Tharlae conta que quando viu um anúncio da campanha, não pensou duas vezes em se inscrever. No mesmo dia, recebeu um telefonema da Defensoria Pública para agendar a modificação. “Foi uma grande oportunidade pra mim e pra ele. Ele queria muito colocar o nome dele na certidão dela”, conta. Segundo a mãe, sua filha sempre conviveu com o pai e, pela sua idade, é indiferente a essa questão do registro. Mas a situação já gerou constrangimentos. “Uma vez fui pegar um ônibus com ela para viajar. Ficaram olhando pro documento meio desconfiados. Sei lá o que passava pela cabeça deles. Fiquei um pouco constrangida”.
No Piauí, a Defensoria Pública decidiu antecipar a campanha em unidades prisionais. Foram feitos dois reconhecimentos de paternidade: um na Penitenciária Irmão Guido, localizada na capital Teresina, e outro na Penitenciária José de Arimatéia Barbosa Leite, no município de Campo Maior. Em ambos os casos, o pedido de alteração do documento das crianças foi solicitado pelos detentos e por suas respectivas companheiras.
Existem diversas modalidades de reconhecimento de filiação. A requisição de exames laboratoriais é uma possibilidade e pode ocorrer, por exemplo, quando há dúvidas da paternidade. Se o reconhecimento for voluntário e espontâneo, não há necessidade de testes: basta a presença conjunta do pai e da mãe no cartório onde a criança foi registrada ao nascer. Nesse caso, a inclusão do nome é feita na mesma hora e a família já sai com o documento em mãos.
“Um terceiro cenário é o reconhecimento socioafetivo. Hoje existe essa possibilidade para fazer constar nas certidões de nascimento a ascendência socioafetiva. Tanto para o pai, como para a mãe”, observa Domilson. Ele explica que a campanha Meu Pai Tem Nome busca conscientizar a população de que a paternidade está vinculada à dignidade da pessoa humana. A iniciativa, segundo o defensor, foi preparada para lidar com todas possibilidades: envolve atendimento jurídico, educação em direitos, exames gratuitos de DNA, entre outros serviços.

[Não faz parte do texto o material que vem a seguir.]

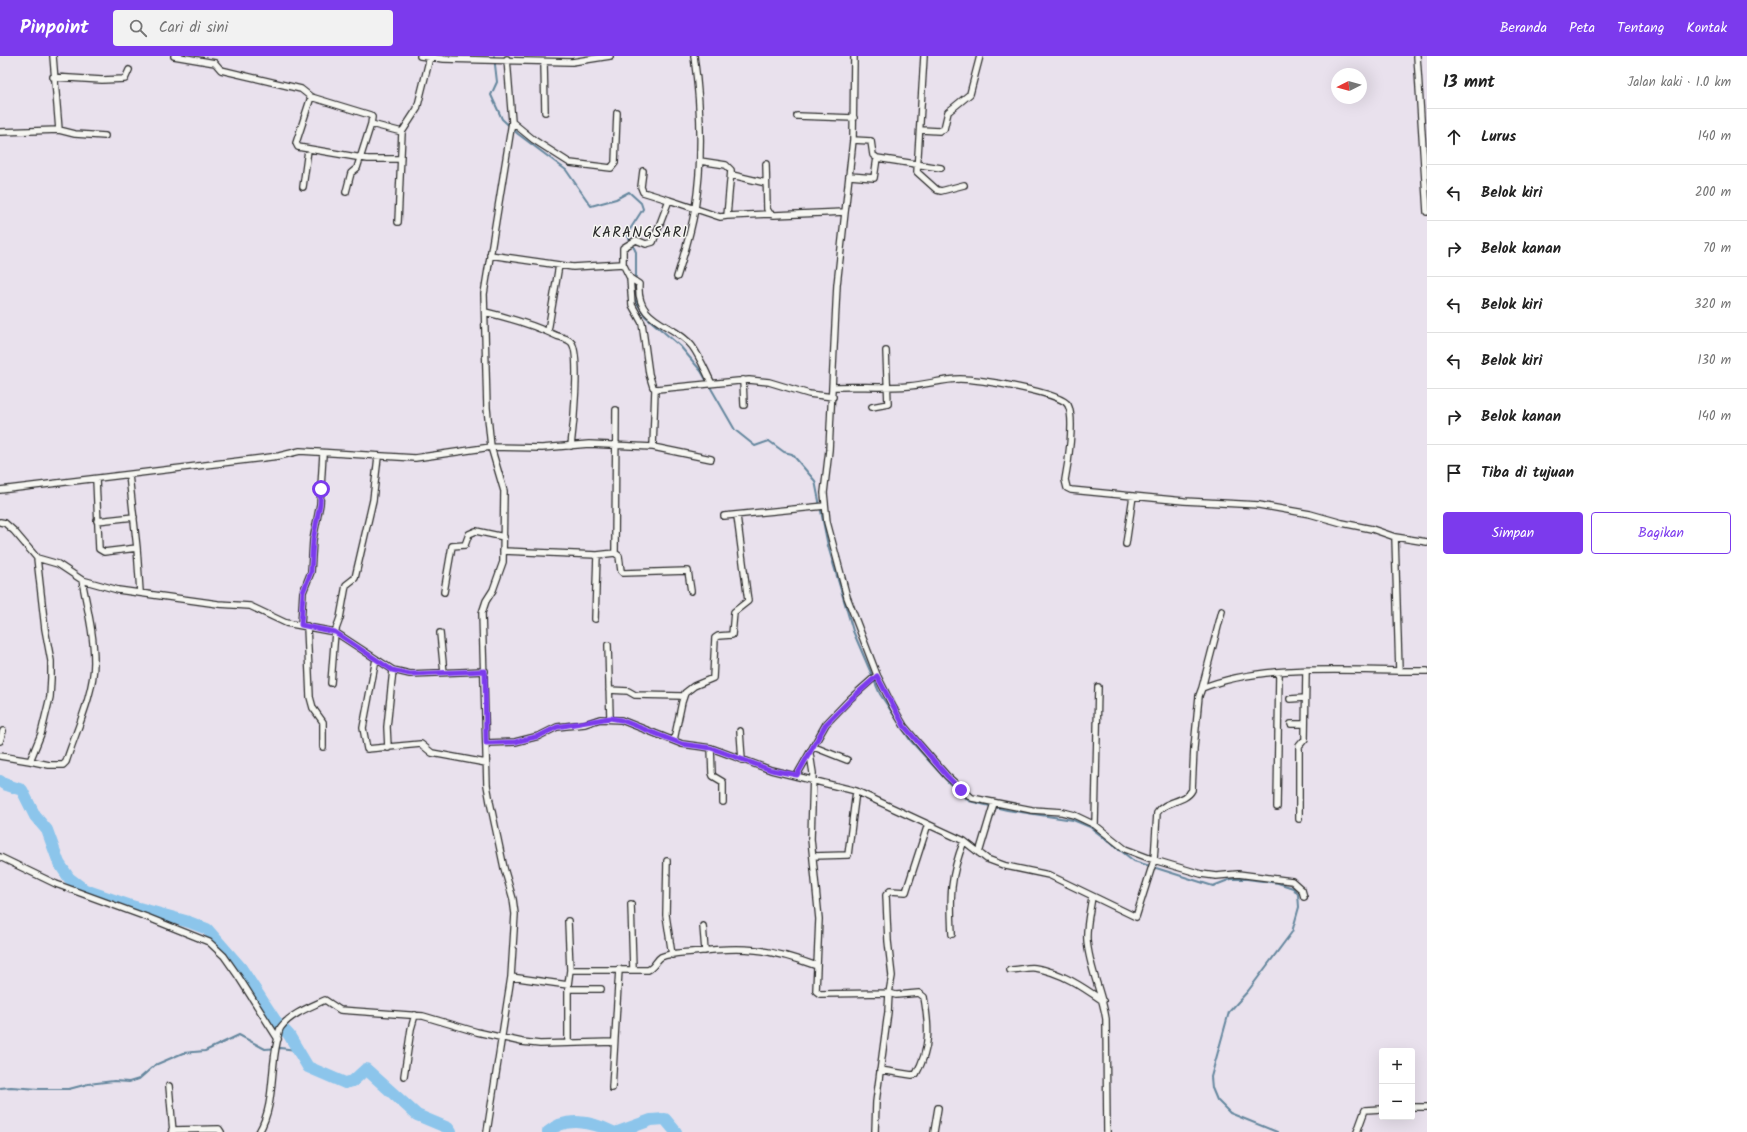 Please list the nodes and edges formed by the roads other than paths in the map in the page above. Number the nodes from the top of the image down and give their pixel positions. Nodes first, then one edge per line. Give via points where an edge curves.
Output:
1 (53, 56) edge
2 (174, 56) edge
3 (420, 56) edge
4 (610, 56) edge
5 (694, 56) edge
6 (854, 56) edge
7 (924, 56) edge
8 (980, 56) edge
9 (1417, 56) edge
10 (430, 57) junction
11 (500, 59) edge
12 (544, 62) junction
13 (129, 70) dead end
14 (53, 77) junction
15 (311, 96) junction
16 (546, 112) dead end
17 (617, 114) dead end
18 (797, 116) dead end
19 (854, 118) junction
20 (512, 123) junction
21 (371, 124) junction
22 (58, 130) junction
23 (920, 130) junction
24 (0, 132) edge
25 (402, 132) junction
26 (105, 136) dead end
27 (853, 140) junction
28 (308, 150) junction
29 (360, 158) junction
30 (877, 158) junction
31 (400, 159) junction
32 (700, 161) junction
33 (766, 164) dead end
34 (917, 164) junction
35 (941, 168) dead end
36 (642, 171) dead end
37 (732, 175) junction
38 (850, 176) junction
39 (766, 183) junction
40 (964, 185) dead end
41 (303, 187) dead end
42 (346, 192) dead end
43 (669, 200) junction
44 (695, 208) junction
45 (845, 212) junction
46 (1427, 212) edge
47 (770, 214) junction
48 (727, 216) junction
49 (398, 222) dead end
50 (490, 255) junction
51 (623, 264) junction
52 (559, 265) junction
53 (677, 277) dead end
54 (633, 280) junction
55 (636, 303) junction
56 (485, 312) junction
57 (548, 331) junction
58 (886, 351) dead end
59 (743, 380) junction
60 (709, 382) junction
61 (886, 386) junction
62 (833, 387) junction
63 (655, 389) junction
64 (833, 397) junction
65 (744, 405) dead end
66 (872, 406) dead end
67 (616, 410) dead end
68 (617, 445) junction
69 (571, 446) junction
70 (491, 447) junction
71 (653, 447) junction
72 (323, 454) junction
73 (378, 457) junction
74 (711, 459) dead end
75 (129, 475) junction
76 (96, 479) junction
77 (0, 490) edge
78 (1133, 496) junction
79 (824, 507) junction
80 (724, 516) dead end
81 (737, 516) junction
82 (134, 517) junction
83 (97, 521) junction
84 (0, 522) edge
85 (504, 537) junction
86 (1395, 537) junction
87 (1427, 542) edge
88 (1126, 544) dead end
89 (137, 548) junction
90 (503, 551) junction
91 (615, 553) junction
92 (597, 555) junction
93 (37, 558) junction
94 (82, 580) junction
95 (691, 591) dead end
96 (140, 592) junction
97 (444, 592) dead end
98 (1222, 611) dead end
99 (595, 619) dead end
100 (301, 625) junction
101 (307, 626) junction
102 (335, 632) junction
103 (440, 633) dead end
104 (608, 645) dead end
105 (376, 659) junction
106 (392, 670) junction
107 (1399, 670) junction
108 (485, 671) junction
109 (1306, 671) junction
110 (1427, 671) edge
111 (444, 673) junction
112 (1280, 673) junction
113 (876, 676) junction
114 (332, 683) dead end
115 (1098, 687) dead end
116 (1202, 688) junction
117 (609, 690) junction
118 (683, 696) junction
119 (1305, 698) junction
120 (1290, 699) dead end
121 (610, 718) junction
122 (1291, 724) dead end
123 (1306, 724) junction
124 (3, 731) dead end
125 (740, 731) dead end
126 (674, 740) junction
127 (0, 741) edge
128 (486, 743) junction
129 (323, 747) dead end
130 (814, 747) junction
131 (388, 748) junction
132 (711, 748) junction
133 (810, 754) junction
134 (0, 756) edge
135 (742, 760) junction
136 (847, 760) dead end
137 (30, 762) junction
138 (486, 764) junction
139 (797, 775) junction
140 (813, 779) junction
141 (856, 790) junction
142 (723, 802) dead end
143 (993, 806) junction
144 (1277, 806) dead end
145 (1299, 819) dead end
146 (928, 824) junction
147 (1095, 825) junction
148 (964, 841) junction
149 (979, 854) junction
150 (813, 856) junction
151 (0, 857) edge
152 (667, 861) dead end
153 (1153, 864) junction
154 (1092, 897) junction
155 (1304, 897) dead end
156 (632, 904) dead end
157 (568, 920) dead end
158 (703, 926) dead end
159 (952, 934) dead end
160 (704, 951) junction
161 (672, 955) junction
162 (817, 966) junction
163 (620, 969) junction
164 (633, 969) junction
165 (570, 970) junction
166 (1010, 970) dead end
167 (511, 977) junction
168 (568, 987) junction
169 (600, 990) dead end
170 (888, 993) junction
171 (1103, 1001) junction
172 (415, 1015) junction
173 (501, 1039) junction
174 (278, 1040) junction
175 (614, 1042) junction
176 (568, 1043) junction
177 (880, 1070) junction
178 (404, 1076) dead end
179 (170, 1086) dead end
180 (612, 1088) dead end
181 (1427, 1106) edge
182 (1415, 1107) edge
183 (938, 1108) dead end
184 (1379, 1109) edge
185 (173, 1131) edge
186 (221, 1132) edge
187 (259, 1132) edge
188 (487, 1132) edge
189 (875, 1132) edge
190 (934, 1132) edge
191 (1107, 1132) edge
192 (1357, 1132) edge

1 - 14 street
2 - 15 street via 215,63 221,70 301,89
3 - 10 street
4 - 12 street via 572,62
5 - 32 street via 699,108
6 - 19 street
7 - 23 street
8 - 23 street via 971,92 948,112 944,129
9 - 46 street
10 - 11 street
10 - 25 street via 418,109
11 - 12 street
11 - 20 street
12 - 16 street
13 - 14 street via 125,79
14 - 22 street
15 - 21 street via 370,115
15 - 28 street via 296,143 298,147
17 - 20 street via 615,163 611,168 570,163
18 - 19 street
19 - 27 street
20 - 50 street
21 - 25 street
21 - 29 street
22 - 24 street
22 - 26 street
23 - 34 street
25 - 31 street
27 - 30 street via 871,141 872,152
27 - 38 street
28 - 29 street
28 - 41 street
29 - 31 street
29 - 42 street via 357,168 351,173
30 - 34 street
30 - 38 street via 874,178
31 - 49 street
32 - 37 street via 726,165
32 - 44 street
33 - 39 street
34 - 35 street
34 - 40 street via 917,172 937,190
36 - 43 street via 643,192
37 - 39 street
37 - 48 street
38 - 45 street
39 - 47 street via 767,209
43 - 44 street
43 - 51 street via 649,243 636,240 625,246 622,252
44 - 48 street via 720,217
44 - 53 street
45 - 47 street
45 - 62 street via 837,285
47 - 48 street
50 - 52 street
50 - 56 street via 484,294
51 - 52 street via 579,268
51 - 54 street
52 - 57 street
54 - 55 street
54 - 55 street via 639,284
55 - 60 street via 691,345
55 - 63 street via 642,323 650,382
56 - 57 street
56 - 70 street via 487,408
57 - 69 street via 571,342 574,348 575,410
58 - 61 street
59 - 60 street
59 - 64 street via 769,382 809,394
59 - 65 street
60 - 63 street
61 - 62 street
61 - 66 street via 888,404
61 - 78 street via 911,386 968,379 1008,385 1062,400 1068,404 1069,409 1070,433 1065,480 1067,488
62 - 64 street
63 - 71 street
64 - 79 street
67 - 68 street
68 - 69 street
68 - 71 street
68 - 91 street
69 - 70 street
70 - 73 street via 432,457
70 - 85 street via 504,491
71 - 74 street
72 - 73 street
72 - 75 street via 300,451 279,456
72 - 100 street via 320,504 313,540 311,572 303,592
73 - 102 street via 373,500 358,565 354,579 346,584
75 - 76 street
75 - 82 street
76 - 77 street
76 - 83 street
78 - 86 street via 1259,505 1310,514
78 - 88 street
79 - 81 street
79 - 113 street via 844,590
80 - 81 street
81 - 118 street via 748,601 734,612 732,634 715,638 713,678 694,686
82 - 83 street
82 - 89 street
83 - 89 street via 99,547 102,551
84 - 93 street via 14,531
85 - 90 street
85 - 97 street via 476,531 469,534 465,545 452,546
86 - 87 street
86 - 107 street
89 - 96 street
90 - 92 street
90 - 108 street via 503,562 482,613
91 - 92 street
91 - 95 street via 619,556 623,572 688,571
92 - 99 street
93 - 94 street via 58,564
93 - 137 street via 51,662 51,684 41,734
94 - 96 street via 118,590
94 - 137 street via 91,628 94,663 87,700 66,762 63,765
96 - 100 street via 218,604 250,606 286,623
98 - 116 street
100 - 101 street
101 - 102 street
101 - 129 street via 310,697 313,708 323,722
102 - 105 street
102 - 114 street
103 - 111 street
104 - 117 street
105 - 106 street
105 - 131 street via 363,728 367,749
106 - 111 street via 410,674
106 - 131 street via 387,727
107 - 109 street
107 - 110 street
108 - 111 street
108 - 128 street
109 - 112 street
109 - 119 street
112 - 116 street via 1220,680
112 - 144 street
113 - 130 street via 826,724
113 - 143 street via 904,726 947,776 972,798
115 - 147 street
116 - 153 street via 1194,740 1192,790 1189,796 1164,806 1157,813
117 - 118 street via 628,691 635,696
117 - 121 street
118 - 126 street
119 - 120 street
119 - 123 street
121 - 126 street
121 - 128 street via 557,727 539,736 515,742
122 - 123 street
123 - 145 street via 1305,739 1299,746
124 - 127 street
125 - 135 street
126 - 132 street via 682,744
128 - 138 street
130 - 133 street
130 - 136 street
131 - 138 street via 421,744 432,753
132 - 135 street
132 - 142 street via 712,773 723,782
133 - 139 street
133 - 140 street
134 - 137 street
135 - 139 street via 771,770
138 - 167 street via 490,802 514,907
139 - 140 street
140 - 141 street
140 - 150 street
141 - 146 street
141 - 150 street via 848,855
143 - 147 street via 1068,813
143 - 149 street
146 - 148 street
146 - 170 street via 906,892 890,891 886,895 892,976
147 - 153 street via 1125,849
148 - 149 street
148 - 159 street via 955,863 951,884
149 - 154 street via 993,862 1049,875
150 - 162 street via 818,919
151 - 174 street via 56,884 209,942 224,956
152 - 161 street via 666,915
153 - 154 street via 1136,917
153 - 155 street via 1216,876 1238,874 1292,881 1302,890
154 - 171 street via 1087,940 1092,968
156 - 164 street
157 - 165 street
158 - 160 street
160 - 161 street
160 - 162 street via 766,950
161 - 164 street via 662,957 652,968
162 - 170 street via 816,991 820,994
163 - 164 street
163 - 165 street
163 - 175 street
165 - 168 street
166 - 171 street via 1035,968 1056,974
167 - 168 street
167 - 173 street
168 - 169 street
168 - 176 street
170 - 177 street
170 - 177 street via 922,994 929,1039 915,1075
171 - 191 street via 1107,1027
172 - 173 street
172 - 174 street via 340,1010 325,1000 300,1012 282,1026
172 - 178 street
173 - 176 street via 540,1044
173 - 188 street
174 - 187 street via 274,1053 268,1111
175 - 176 street
175 - 180 street
177 - 189 street
179 - 185 street
181 - 182 street
183 - 190 street
184 - 192 street via 1365,1110
185 - 186 street via 219,1129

“Independente de cada cenário, uma vez efetuado o reconhecimento, advém consequências diversas e obrigacionais relativas a alimentos, direito sucessório, guarda, visita. E tudo isso pode ser conduzido pela Defensoria Pública em uma dinâmica extra-judicial, sem a necessidade de acionar o poder judiciário. Trabalhamos na perspectiva de uma composição amigável. Mas quando há resistência, o poder judiciário pode ser acionado”, acrescenta Domilson.